What is tobacco endgame?

  • The concept of tobacco endgame refers to a policy approach that focuses on ending the tobacco epidemic, rather than usual tobacco control policies.
  • The earlier strategies largely focused only on ‘tobacco control’, which accepted that tobacco epidemic is permanent in some populations.
  • However, the concept of tobacco endgame aims for a ‘tobacco-free future’.

How is it done?

A number of strategies are used:

  • Reducing the nicotine content in tobacco products to non-addicting levels
  • Use of a ‘sinking lid’ on the tobacco industry, i.e. gradual reduction of sales and production quotas
  • Prohibiting tobacco possession by persons born in 2000 or later– to create smoke-free generations
  • Even abolishing the manufacture and sale of tobacco products

How are countries working for a tobacco endgame?

New Zealand

  • New Zealand had earlier declared plans to be tobacco-free by 2025. Towards this goal, it recently introduced the Smokefree Environments and Regulated Products (Smoked Tobacco) Amendment Bill.
  • Under this bill, it uses 3 key strategies:
    1. De-nicotinization of tobacco so that it is no longer addictive, for instance, VLNC (very low nicotine cigarettes) instead of the regular cigarettes
    2. 90-95% reduction in the shops that can sell tobacco
    3. Creating ‘smoke-free generation’ by making it illegal to sell tobacco to those born in 2009 or later
  • The country seeks to reduce smoking prevalence of less than 5% of adult population within years.

Malaysia:

  • Following New Zealand, Malaysia introduced the Tobacco and Smoking Control Bill 2022– another example of tobacco endgame.
  • The country is considering a ban on sale of all tobacco products (including e-cigarettes) to those born after 2007.
  • Such persons won’t be allowed to smoke or even own tobacco products, even after attaining the age of 18 years.
  • The country is also using the ‘Generational Endgame Campaign’ to reduce the number of smokers and curb tobacco addiction.

Why is it significant?

  • According to WHO, tobacco use leads to over 8 million deaths every year.
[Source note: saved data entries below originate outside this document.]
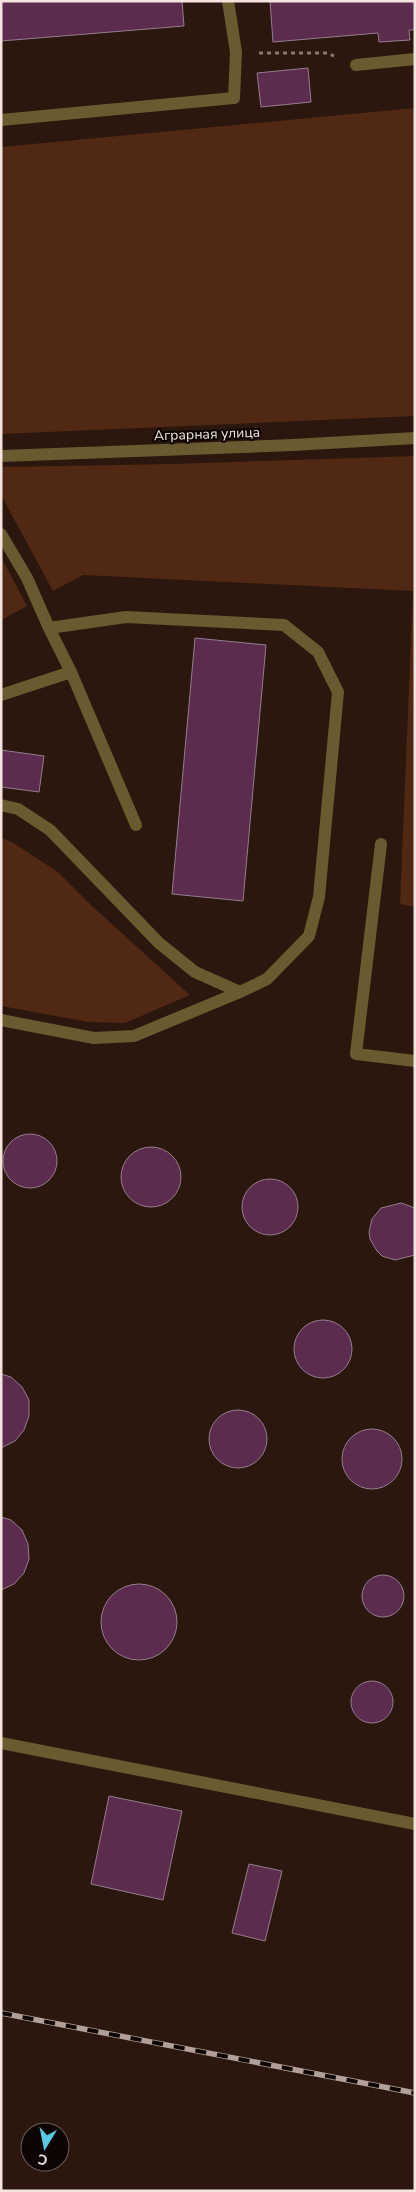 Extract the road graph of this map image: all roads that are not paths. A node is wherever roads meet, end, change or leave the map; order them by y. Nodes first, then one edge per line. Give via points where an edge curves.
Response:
1 (228, 1) edge
2 (415, 59) edge
3 (356, 65) road end
4 (1, 120) edge
5 (415, 438) edge
6 (1, 456) edge
7 (1, 534) edge
8 (49, 628) junction
9 (71, 672) junction
10 (1, 695) edge
11 (1, 805) edge
12 (136, 825) dead end
13 (381, 844) dead end
14 (240, 992) junction
15 (1, 1020) edge
16 (415, 1061) edge
17 (1, 1743) edge
18 (415, 1824) edge

1 - 4 street via 236,52 234,98
2 - 3 street
5 - 6 street, Аграрная улица
7 - 8 street via 27,578
8 - 9 street
8 - 14 street via 126,617 284,625 318,652 338,692 319,897 309,936 267,979
9 - 10 street
9 - 12 street
11 - 14 street via 18,809 50,830 159,943 195,972
13 - 16 street via 356,1054
14 - 15 street via 134,1036 94,1038
17 - 18 street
Of this, over 7 million deaths result from direct use while the remaining 1.2 million deaths are of non-smokers who were exposed to 2nd hand smoke.
  • 1/4th of the global population use tobacco. More than 80% of these users live in low and middle income countries.
  • This is despite international initiatives like the Framework Convention on Tobacco Control, 2003– the 1st international treaty negotiated under the WHO.
  • If implemented, New Zealand’s Tobacco Endgame Law will be a world first for health. The country would leapfrog others and become a vanguard of tobacco control.
  • The law is expected to reduce the Māori and non-Māori health inequities in the country. The overall strategy is expected to result in an extra 600,000 “health-adjusted life years” lived.

What is the way ahead?

  • While New Zealand would initially lose tax revenue from tobacco sales, it would avoid NZ$1.3 billion in health system costs over the next 2 decades.
  • The improved health of its population would translate into an income gain of $1.4 billion. Consequently, the government would see more tax revenue.
  • Several countries have started taking the concept of tobacco endgame from aspiration into reality.
  • Given how the tobacco epidemic is especially prevalent and harmful in the low and middle income countries, such countries should consider shifting strategies to a more proactive ‘tobacco endgame’ too.

Conclusion:

The concept of tobacco endgame is gaining grounds among the policymakers of New Zealand and Malaysia. In an era, marked by heightened awareness of the importance of public health, other countries should start taking the recent legislations as models for their own strategies for a tobacco-free future.

Practice Questions for Mains:

Evaluate the advantages and challenges of a tobacco endgame strategy. Is such a strategy better suited for a country like India? (250 words)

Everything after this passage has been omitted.